Ali poured powdered soap into the detergent compartment of the dishwasher and closed it up with a click, pushing the start button. “Not that I know of. And even if there were, private lessons aren’t in our budget. You know that.”
I winced. The family farm and food stand, plus rent for the land we’d leased out to neighboring farms, paid most of the bills and kept us fed, but extra money wasn’t something we ever had to worry about. I wished I could’ve afforded to give my sister and her daughter every advantage, but it wasn’t realistic. Not yet.

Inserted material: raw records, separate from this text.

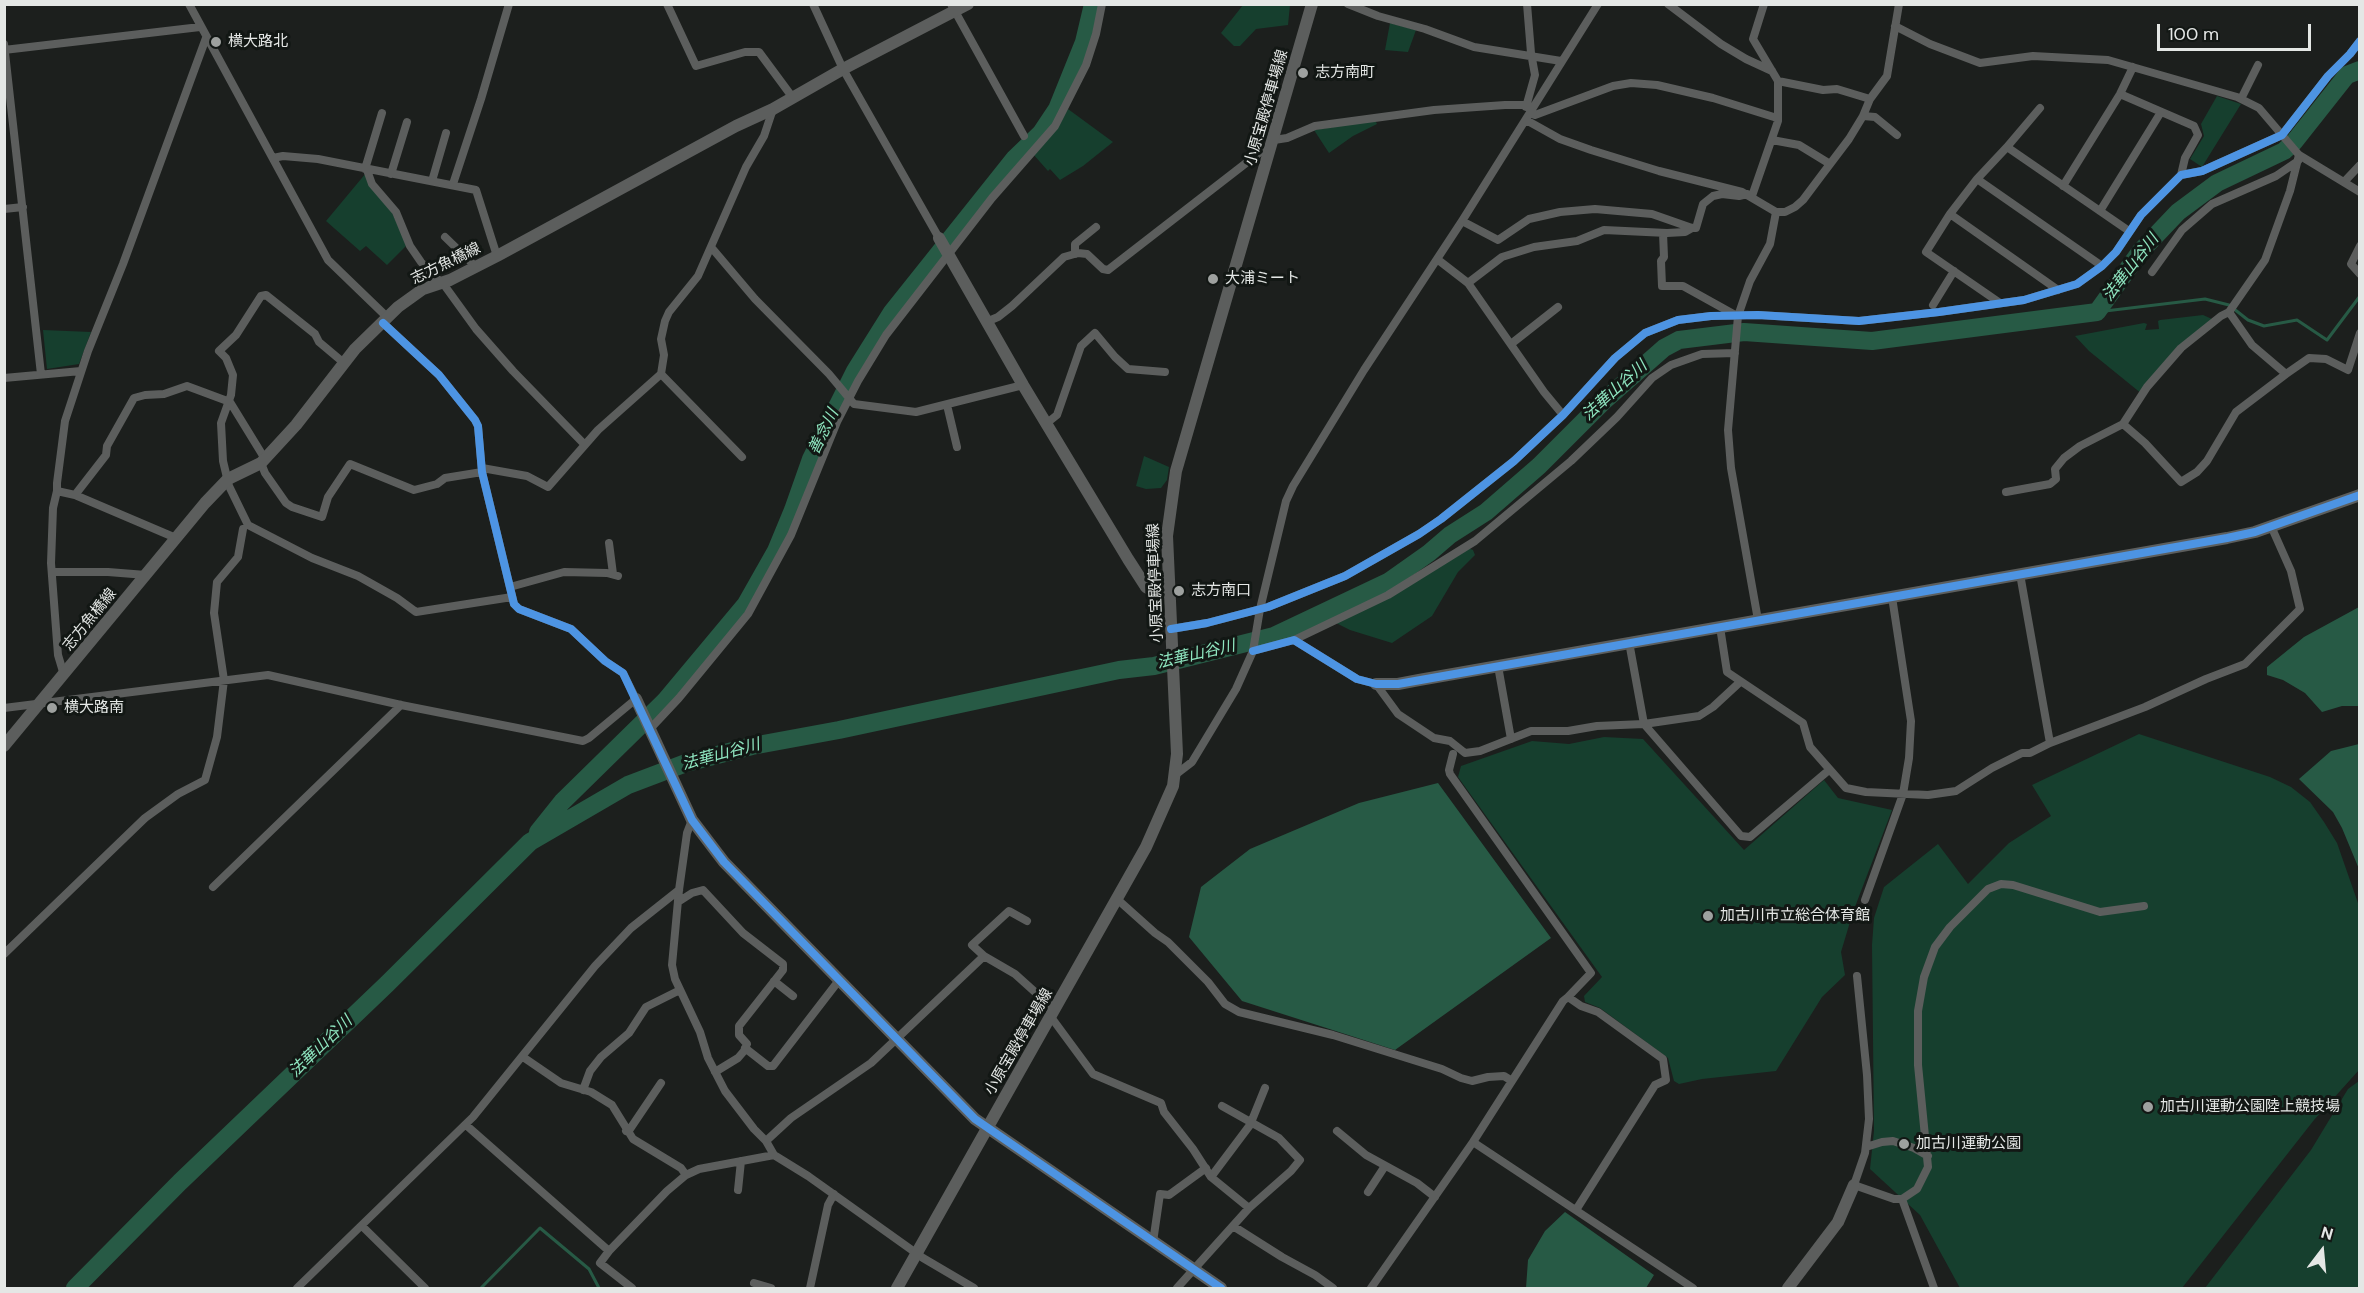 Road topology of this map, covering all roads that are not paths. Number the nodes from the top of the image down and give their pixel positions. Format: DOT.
graph roads {
  1 [pos="189,4"];
  2 [pos="509,4"];
  3 [pos="667,4"];
  4 [pos="813,4"];
  5 [pos="968,4"];
  6 [pos="1102,4"];
  7 [pos="1312,4"];
  8 [pos="1348,4"];
  9 [pos="1527,4"];
  10 [pos="1598,4"];
  11 [pos="1764,4"];
  12 [pos="1899,4"];
  13 [pos="1669,5"];
  14 [pos="953,8"];
  15 [pos="1896,26"];
  16 [pos="200,27"];
  17 [pos="206,38"];
  18 [pos="2360,41"];
  19 [pos="5,48"];
  20 [pos="2355,52"];
  21 [pos="1531,57"];
  22 [pos="1562,62"];
  23 [pos="2258,65"];
  24 [pos="2133,67"];
  25 [pos="843,69"];
  26 [pos="1773,71"];
  27 [pos="1778,81"];
  28 [pos="2120,94"];
  29 [pos="793,98"];
  30 [pos="1870,99"];
  31 [pos="2241,99"];
  32 [pos="2040,108"];
  33 [pos="773,109"];
  34 [pos="1529,112"];
  35 [pos="2161,112"];
  36 [pos="382,113"];
  37 [pos="1863,116"];
  38 [pos="1777,118"];
  39 [pos="407,122"];
  40 [pos="446,133"];
  41 [pos="1897,135"];
  42 [pos="2282,135"];
  43 [pos="1024,136"];
  44 [pos="1772,140"];
  45 [pos="1272,145"];
  46 [pos="2007,147"];
  47 [pos="273,158"];
  48 [pos="2298,158"];
  49 [pos="1830,164"];
  50 [pos="2360,165"];
  51 [pos="366,169"];
  52 [pos="392,174"];
  53 [pos="2181,175"];
  54 [pos="1977,179"];
  55 [pos="432,181"];
  56 [pos="2344,182"];
  57 [pos="453,184"];
  58 [pos="2063,186"];
  59 [pos="2360,192"];
  60 [pos="1750,195"];
  61 [pos="22,207"];
  62 [pos="4,209"];
  63 [pos="2100,211"];
  64 [pos="1776,212"];
  65 [pos="1950,214"];
  66 [pos="1462,221"];
  67 [pos="1096,227"];
  68 [pos="1692,228"];
  69 [pos="2129,231"];
  70 [pos="1664,233"];
  71 [pos="445,237"];
  72 [pos="939,238"];
  73 [pos="2360,246"];
  74 [pos="711,247"];
  75 [pos="949,254"];
  76 [pos="1075,254"];
  77 [pos="497,256"];
  78 [pos="1437,259"];
  79 [pos="2102,266"];
  80 [pos="476,267"];
  81 [pos="1954,271"];
  82 [pos="2152,272"];
  83 [pos="2360,274"];
  84 [pos="442,282"];
  85 [pos="1468,283"];
  86 [pos="2058,290"];
  87 [pos="2000,303"];
  88 [pos="1933,305"];
  89 [pos="1558,307"];
  90 [pos="2229,312"];
  91 [pos="1738,316"];
  92 [pos="385,320"];
  93 [pos="986,322"];
  94 [pos="2360,333"];
  95 [pos="1510,344"];
  96 [pos="1735,353"];
  97 [pos="344,363"];
  98 [pos="81,371"];
  99 [pos="1165,372"];
  100 [pos="41,374"];
  101 [pos="661,374"];
  102 [pos="2286,374"];
  103 [pos="4,378"];
  104 [pos="1023,385"];
  105 [pos="849,399"];
  106 [pos="228,401"];
  107 [pos="947,405"];
  108 [pos="1563,415"];
  109 [pos="1047,423"];
  110 [pos="2123,424"];
  111 [pos="585,445"];
  112 [pos="957,447"];
  113 [pos="742,457"];
  114 [pos="263,461"];
  115 [pos="482,470"];
  116 [pos="228,479"];
  117 [pos="57,491"];
  118 [pos="2006,492"];
  119 [pos="75,495"];
  120 [pos="2360,495"];
  121 [pos="2271,526"];
  122 [pos="243,529"];
  123 [pos="176,538"];
  124 [pos="609,543"];
  125 [pos="52,572"];
  126 [pos="2020,574"];
  127 [pos="146,575"];
  128 [pos="510,587"];
  129 [pos="512,597"];
  130 [pos="1892,597"];
  131 [pos="1170,601"];
  132 [pos="1260,609"];
  133 [pos="1758,620"];
  134 [pos="1720,627"];
  135 [pos="1172,632"];
  136 [pos="1294,640"];
  137 [pos="1629,642"];
  138 [pos="1253,651"];
  139 [pos="1498,666"];
  140 [pos="64,676"];
  141 [pos="224,680"];
  142 [pos="1740,682"];
  143 [pos="1376,684"];
  144 [pos="638,703"];
  145 [pos="40,704"];
  146 [pos="401,705"];
  147 [pos="4,708"];
  148 [pos="1644,724"];
  149 [pos="649,727"];
  150 [pos="1511,739"];
  151 [pos="2050,743"];
  152 [pos="4,746"];
  153 [pos="1453,754"];
  154 [pos="1829,770"];
  155 [pos="1175,775"];
  156 [pos="1903,794"];
  157 [pos="692,820"];
  158 [pos="213,887"];
  159 [pos="679,890"];
  160 [pos="1117,899"];
  161 [pos="1865,900"];
  162 [pos="678,902"];
  163 [pos="2144,906"];
  164 [pos="1027,921"];
  165 [pos="4,954"];
  166 [pos="984,956"];
  167 [pos="1857,976"];
  168 [pos="840,980"];
  169 [pos="774,981"];
  170 [pos="680,990"];
  171 [pos="793,996"];
  172 [pos="1568,997"];
  173 [pos="1053,1014"];
  174 [pos="898,1039"];
  175 [pos="745,1048"];
  176 [pos="523,1057"];
  177 [pos="715,1072"];
  178 [pos="1512,1081"];
  179 [pos="661,1083"];
  180 [pos="1265,1088"];
  181 [pos="583,1090"];
  182 [pos="1222,1106"];
  183 [pos="1251,1121"];
  184 [pos="466,1125"];
  185 [pos="987,1127"];
  186 [pos="626,1131"];
  187 [pos="1336,1131"];
  188 [pos="766,1141"];
  189 [pos="1473,1142"];
  190 [pos="1866,1147"];
  191 [pos="774,1155"];
  192 [pos="1928,1156"];
  193 [pos="741,1161"];
  194 [pos="1385,1166"];
  195 [pos="1206,1168"];
  196 [pos="686,1175"];
  197 [pos="1211,1177"];
  198 [pos="1854,1185"];
  199 [pos="738,1190"];
  200 [pos="1368,1192"];
  201 [pos="834,1194"];
  202 [pos="1435,1197"];
  203 [pos="1902,1199"];
  204 [pos="1249,1208"];
  205 [pos="1576,1209"];
  206 [pos="362,1226"];
  207 [pos="1233,1226"];
  208 [pos="1153,1242"];
  209 [pos="609,1251"];
  210 [pos="917,1253"];
  211 [pos="1193,1270"];
  212 [pos="754,1283"];
  213 [pos="297,1288"];
  214 [pos="424,1288"];
  215 [pos="632,1288"];
  216 [pos="771,1288"];
  217 [pos="810,1288"];
  218 [pos="897,1288"];
  219 [pos="974,1288"];
  220 [pos="1177,1288"];
  221 [pos="1221,1288"];
  222 [pos="1333,1288"];
  223 [pos="1371,1288"];
  224 [pos="1693,1288"];
  225 [pos="1788,1288"];
  226 [pos="1934,1288"];
  1 -- 16 [label="street"];
  2 -- 57 [label="street"];
  3 -- 29 [label="street"];
  4 -- 25 [label="street"];
  5 -- 14 [label="main road, 志方魚橋線"];
  6 -- 75 [label="street"];
  7 -- 45 [label="main road, 小原宝殿停車場線"];
  8 -- 21 [label="street"];
  9 -- 21 [label="street"];
  10 -- 22 [label="street"];
  11 -- 26 [label="street"];
  12 -- 15 [label="street"];
  13 -- 26 [label="street"];
  14 -- 25 [label="main road, 志方魚橋線"];
  14 -- 43 [label="street"];
  15 -- 24 [label="street"];
  15 -- 30 [label="street"];
  16 -- 17 [label="street"];
  16 -- 19 [label="street"];
  17 -- 47 [label="street"];
  17 -- 98 [label="street"];
  18 -- 20 [label="street"];
  19 -- 61 [label="street"];
  20 -- 42 [label="street"];
  21 -- 22 [label="street"];
  21 -- 34 [label="street"];
  22 -- 34 [label="street"];
  23 -- 31 [label="street"];
  24 -- 28 [label="street"];
  24 -- 31 [label="street"];
  25 -- 29 [label="main road, 志方魚橋線"];
  25 -- 72 [label="street"];
  26 -- 27 [label="street"];
  27 -- 30 [label="street"];
  27 -- 38 [label="street"];
  28 -- 35 [label="street"];
  28 -- 58 [label="street"];
  29 -- 33 [label="main road, 志方魚橋線"];
  30 -- 37 [label="street"];
  31 -- 42 [label="street"];
  32 -- 46 [label="street"];
  33 -- 74 [label="street"];
  33 -- 77 [label="main road, 志方魚橋線"];
  34 -- 38 [label="street"];
  34 -- 45 [label="street"];
  34 -- 60 [label="street"];
  34 -- 66 [label="street"];
  35 -- 53 [label="street"];
  35 -- 63 [label="street"];
  36 -- 51 [label="street"];
  37 -- 41 [label="street"];
  37 -- 49 [label="street"];
  38 -- 44 [label="street"];
  39 -- 52 [label="street"];
  40 -- 55 [label="street"];
  42 -- 48 [label="street"];
  42 -- 53 [label="street"];
  44 -- 49 [label="street"];
  44 -- 60 [label="street"];
  45 -- 76 [label="street"];
  45 -- 131 [label="main road, 小原宝殿停車場線"];
  46 -- 54 [label="street"];
  46 -- 58 [label="street"];
  47 -- 51 [label="street"];
  47 -- 92 [label="street"];
  48 -- 56 [label="street"];
  48 -- 82 [label="street"];
  48 -- 90 [label="street"];
  49 -- 64 [label="street"];
  50 -- 56 [label="street"];
  51 -- 52 [label="street"];
  51 -- 84 [label="street"];
  52 -- 55 [label="street"];
  53 -- 69 [label="street"];
  54 -- 65 [label="street"];
  54 -- 79 [label="street"];
  55 -- 57 [label="street"];
  56 -- 59 [label="street"];
  57 -- 77 [label="street"];
  58 -- 63 [label="street"];
  60 -- 64 [label="street"];
  60 -- 68 [label="street"];
  61 -- 62 [label="street"];
  61 -- 100 [label="street"];
  63 -- 69 [label="street"];
  64 -- 91 [label="street"];
  65 -- 81 [label="street"];
  65 -- 86 [label="street"];
  66 -- 68 [label="street"];
  66 -- 78 [label="street"];
  67 -- 76 [label="street"];
  68 -- 70 [label="street"];
  69 -- 79 [label="street"];
  70 -- 85 [label="street"];
  70 -- 91 [label="street"];
  71 -- 80 [label="street"];
  72 -- 75 [label="main road"];
  73 -- 83 [label="street"];
  74 -- 101 [label="street"];
  74 -- 105 [label="street"];
  75 -- 93 [label="main road"];
  75 -- 105 [label="street"];
  76 -- 93 [label="street"];
  77 -- 80 [label="main road, 志方魚橋線"];
  78 -- 85 [label="street"];
  78 -- 132 [label="street"];
  79 -- 86 [label="street"];
  80 -- 84 [label="main road, 志方魚橋線"];
  81 -- 87 [label="street"];
  81 -- 88 [label="street"];
  84 -- 92 [label="main road, 志方魚橋線"];
  84 -- 111 [label="street"];
  85 -- 95 [label="street"];
  86 -- 87 [label="street"];
  87 -- 91 [label="street"];
  89 -- 95 [label="street"];
  90 -- 102 [label="street"];
  90 -- 110 [label="street"];
  91 -- 96 [label="street"];
  91 -- 108 [label="street"];
  92 -- 97 [label="main road, 志方魚橋線"];
  92 -- 115 [label="street"];
  93 -- 104 [label="main road"];
  94 -- 102 [label="street"];
  95 -- 108 [label="street"];
  96 -- 133 [label="street"];
  96 -- 136 [label="street"];
  97 -- 106 [label="street"];
  97 -- 114 [label="main road, 志方魚橋線"];
  98 -- 100 [label="street"];
  98 -- 117 [label="street"];
  99 -- 109 [label="street"];
  100 -- 103 [label="street"];
  101 -- 111 [label="street"];
  101 -- 113 [label="street"];
  102 -- 110 [label="street"];
  104 -- 107 [label="street"];
  104 -- 109 [label="main road"];
  105 -- 107 [label="street"];
  105 -- 149 [label="street"];
  106 -- 114 [label="street"];
  106 -- 116 [label="street"];
  106 -- 119 [label="street"];
  107 -- 112 [label="street"];
  108 -- 132 [label="street"];
  109 -- 131 [label="main road"];
  110 -- 118 [label="street"];
  111 -- 115 [label="street"];
  114 -- 115 [label="street"];
  114 -- 116 [label="main road, 志方魚橋線"];
  115 -- 128 [label="street"];
  116 -- 123 [label="main road, 志方魚橋線"];
  116 -- 129 [label="street"];
  117 -- 119 [label="street"];
  117 -- 125 [label="street"];
  119 -- 123 [label="street"];
  120 -- 121 [label="main road"];
  121 -- 126 [label="main road"];
  121 -- 151 [label="street"];
  122 -- 141 [label="street"];
  123 -- 127 [label="main road, 志方魚橋線"];
  124 -- 128 [label="street"];
  125 -- 127 [label="street"];
  125 -- 140 [label="street"];
  126 -- 130 [label="main road"];
  126 -- 151 [label="street"];
  127 -- 140 [label="main road, 志方魚橋線"];
  128 -- 129 [label="street"];
  129 -- 144 [label="street"];
  130 -- 133 [label="main road"];
  130 -- 156 [label="street"];
  131 -- 135 [label="main road, 小原宝殿停車場線"];
  132 -- 135 [label="street"];
  132 -- 138 [label="street"];
  133 -- 134 [label="main road"];
  134 -- 137 [label="main road"];
  134 -- 142 [label="street"];
  135 -- 155 [label="main road, 小原宝殿停車場線"];
  136 -- 138 [label="street"];
  136 -- 143 [label="street"];
  137 -- 139 [label="main road"];
  137 -- 148 [label="street"];
  138 -- 155 [label="street"];
  139 -- 143 [label="main road"];
  139 -- 150 [label="street"];
  140 -- 145 [label="main road, 志方魚橋線"];
  141 -- 145 [label="street"];
  141 -- 146 [label="street"];
  141 -- 165 [label="street"];
  142 -- 148 [label="street"];
  142 -- 154 [label="street"];
  143 -- 150 [label="street"];
  144 -- 146 [label="street"];
  144 -- 149 [label="main road"];
  145 -- 147 [label="street"];
  145 -- 152 [label="main road, 志方魚橋線"];
  146 -- 158 [label="street"];
  148 -- 150 [label="street"];
  148 -- 154 [label="street"];
  149 -- 157 [label="main road"];
  151 -- 156 [label="street"];
  153 -- 172 [label="street"];
  154 -- 156 [label="street"];
  155 -- 160 [label="main road, 小原宝殿停車場線"];
  156 -- 161 [label="street"];
  157 -- 159 [label="street"];
  157 -- 168 [label="main road"];
  159 -- 162 [label="street"];
  159 -- 176 [label="street"];
  160 -- 173 [label="main road, 小原宝殿停車場線"];
  160 -- 178 [label="street"];
  162 -- 169 [label="street"];
  162 -- 170 [label="street"];
  163 -- 192 [label="street"];
  164 -- 166 [label="street"];
  166 -- 173 [label="street"];
  166 -- 174 [label="street"];
  167 -- 190 [label="street"];
  168 -- 174 [label="main road"];
  168 -- 175 [label="street"];
  169 -- 171 [label="street"];
  169 -- 175 [label="street"];
  170 -- 177 [label="street"];
  170 -- 181 [label="street"];
  172 -- 178 [label="street"];
  172 -- 205 [label="street"];
  173 -- 185 [label="main road, 小原宝殿停車場線"];
  173 -- 195 [label="street"];
  174 -- 185 [label="main road"];
  174 -- 188 [label="street"];
  175 -- 177 [label="street"];
  176 -- 181 [label="street"];
  176 -- 184 [label="street"];
  177 -- 188 [label="street"];
  178 -- 189 [label="street"];
  179 -- 186 [label="street"];
  180 -- 183 [label="street"];
  181 -- 186 [label="street"];
  182 -- 183 [label="street"];
  183 -- 197 [label="street"];
  183 -- 204 [label="street"];
  184 -- 206 [label="street"];
  184 -- 209 [label="street"];
  185 -- 208 [label="main road"];
  185 -- 210 [label="main road, 小原宝殿停車場線"];
  186 -- 196 [label="street"];
  187 -- 194 [label="street"];
  188 -- 191 [label="street"];
  189 -- 202 [label="street"];
  189 -- 205 [label="street"];
  190 -- 192 [label="street"];
  190 -- 198 [label="street"];
  191 -- 193 [label="street"];
  191 -- 201 [label="street"];
  192 -- 203 [label="street"];
  193 -- 196 [label="street"];
  193 -- 199 [label="street"];
  194 -- 200 [label="street"];
  194 -- 202 [label="street"];
  195 -- 197 [label="street"];
  195 -- 208 [label="street"];
  196 -- 209 [label="street"];
  197 -- 204 [label="street"];
  198 -- 203 [label="street"];
  198 -- 225 [label="main road"];
  201 -- 210 [label="street"];
  201 -- 217 [label="street"];
  202 -- 223 [label="street"];
  203 -- 226 [label="street"];
  204 -- 207 [label="street"];
  205 -- 224 [label="street"];
  206 -- 213 [label="street"];
  206 -- 214 [label="street"];
  207 -- 211 [label="street"];
  207 -- 222 [label="street"];
  208 -- 211 [label="main road"];
  209 -- 215 [label="street"];
  210 -- 218 [label="main road, 小原宝殿停車場線"];
  210 -- 219 [label="street"];
  211 -- 220 [label="street"];
  211 -- 221 [label="main road"];
  212 -- 216 [label="street"];
}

“But no worries. Because I think I found the solution today.” Ali walked over to the desk, slid up the roll top, pulled out a glossy red brochure and handed it to me.
“ArtCorps.” I flipped it over. “What is this, some kind of military school?”
“No, silly.” She pointed to a list of bulleted points. “It’s a really cool volunteer program. Art students are sent into under-served communities to teach the kids. Right now, it’s new, and they’re just offering a summer course, but if it ends up taking off, Burton could apply for a year-round teacher.”
“Okay.” I gave her back the brochure. “So do you have to apply? Or I guess the school does.”
“Any member of the community can request a student artist. We had a meeting of the home and school association today, and we voted unanimously to apply.” She brought her thumb up to her mouth and bit the side of it, and instantly I was on guard. Biting her thumb was Ali’s tell. I didn’t have the whole story yet.
“And ... ?” I prompted.
She sighed and then spoke in one long sentence without coming up for a breath. “And the one condition is that room and board has to be covered by the community, meaning that the student artist has to live with someone in town for the summer. And I volunteered us.”
I groaned. “Aw, Ali, why us? We don’t even live close to the school.”
She pulled out one of the chairs from the table and sat down. “For two reasons. One, if someone didn’t volunteer, we couldn’t send in the application, and no one else was stepping up. Two, and this is key, if the art teacher lives with someone else, Bridget will get to learn in class, with other kids, and that’s great. But if the teacher lives here, with us ...” She smiled, wide and wicked. “Then Bridge gets the class and she has access to that teacher on off-hours. It’s like getting free private lessons.”
“But a stranger living with us all summer?” I flipped a chair around and straddled it, leaning my hands on the back. “What if it’s someone ... weird?”
“Sam, seriously. Why would you assume that? And the program is world-wide, so we could actually get a student from France or Spain ... wouldn’t that be amazing?”
All I could picture was trying to talk to some Goth-looking chick who couldn’t understand me. “And just how are we suppose to communicate with an art student from France? Neither of us speaks anything but English. Georgia English.”
“All the student volunteers are English-speaking. And maybe you’d learn something, too. Imagine that.”
I pushed back the chair. “I don’t need to learn anything else. I’m fine like I am.”